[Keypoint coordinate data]
-----

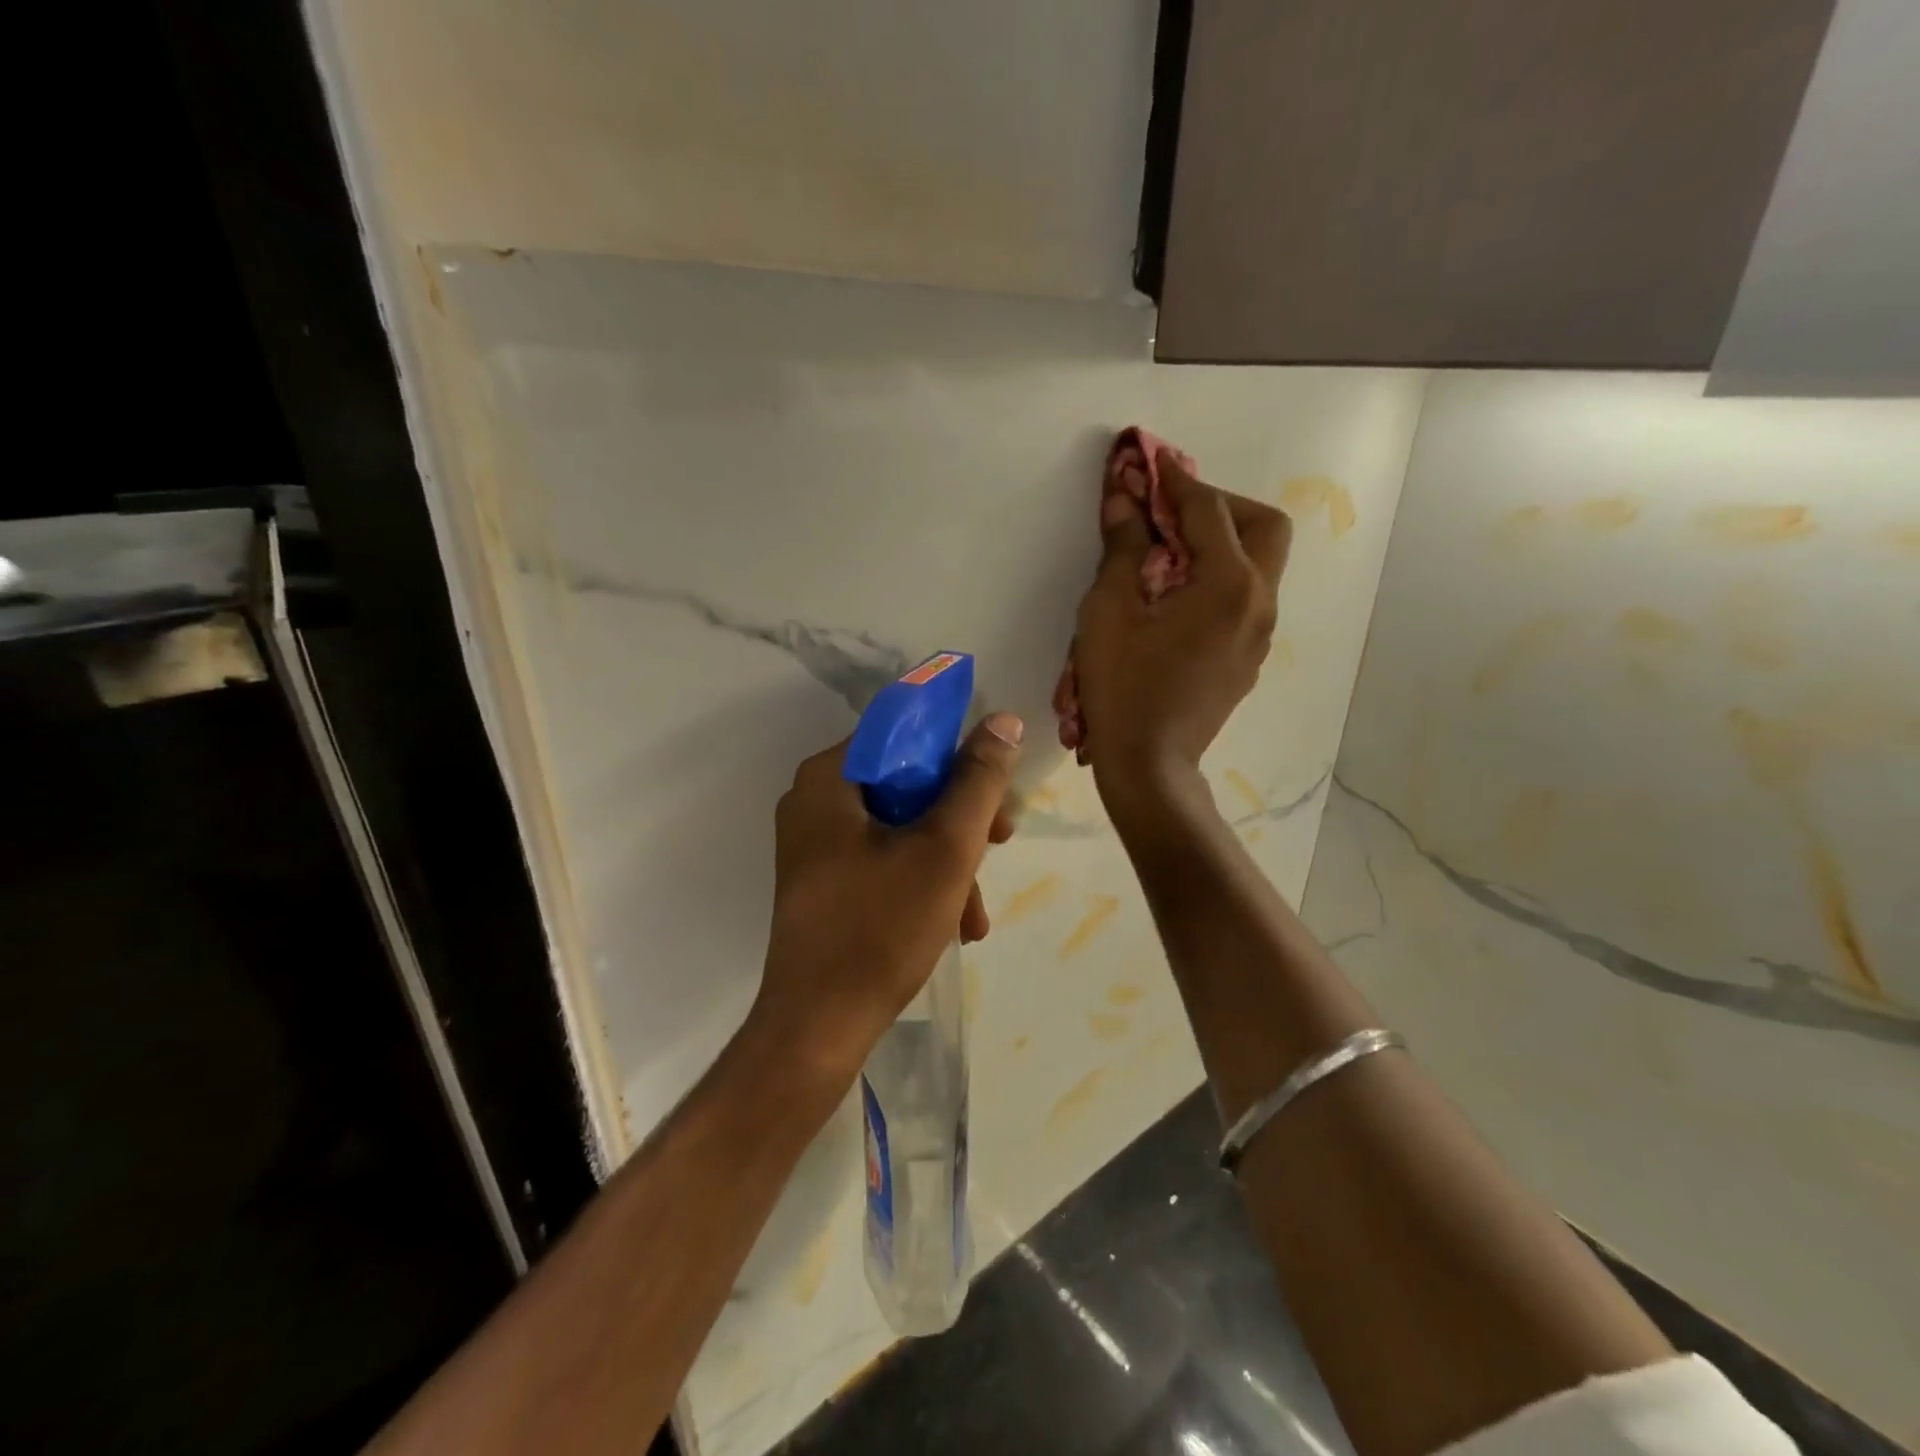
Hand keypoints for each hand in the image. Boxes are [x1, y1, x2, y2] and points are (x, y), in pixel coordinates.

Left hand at [753, 714, 1022, 1080]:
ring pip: (900, 825)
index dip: (958, 752)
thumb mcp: (945, 847)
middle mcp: (814, 800)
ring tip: (976, 912)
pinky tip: (954, 923)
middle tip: (1001, 843)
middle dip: (960, 818)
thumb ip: (978, 780)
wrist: (818, 1028)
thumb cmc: (881, 928)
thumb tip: (1002, 721)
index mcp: (829, 778)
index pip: (904, 732)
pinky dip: (921, 881)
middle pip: (906, 782)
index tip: (996, 789)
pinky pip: (883, 858)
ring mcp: (815, 843)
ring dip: (948, 860)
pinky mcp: (823, 880)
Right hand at [1074, 450, 1290, 797]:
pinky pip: (1245, 599)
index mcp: (1229, 584)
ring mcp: (1259, 634)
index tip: (1151, 462)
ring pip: (1259, 565)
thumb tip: (1123, 498)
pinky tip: (1177, 601)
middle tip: (1174, 514)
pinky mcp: (1248, 659)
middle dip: (1221, 506)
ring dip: (1222, 544)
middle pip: (1264, 526)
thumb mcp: (1109, 610)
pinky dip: (1219, 580)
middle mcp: (1259, 602)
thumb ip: (1122, 547)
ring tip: (1170, 556)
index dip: (1176, 481)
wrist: (1148, 764)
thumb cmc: (1123, 686)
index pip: (1208, 510)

-----

**Work required**
I need every line of the data that has the word "hand"; please list them.

**Result of this task**
Hand keypoints for each hand in the image. Boxes are [x1, y1, x2, y2] and points are (x, y), in pixel coordinates.
Left hand at [753, 714, 1022, 1080]:
Right hand at [1074, 450, 1290, 797]:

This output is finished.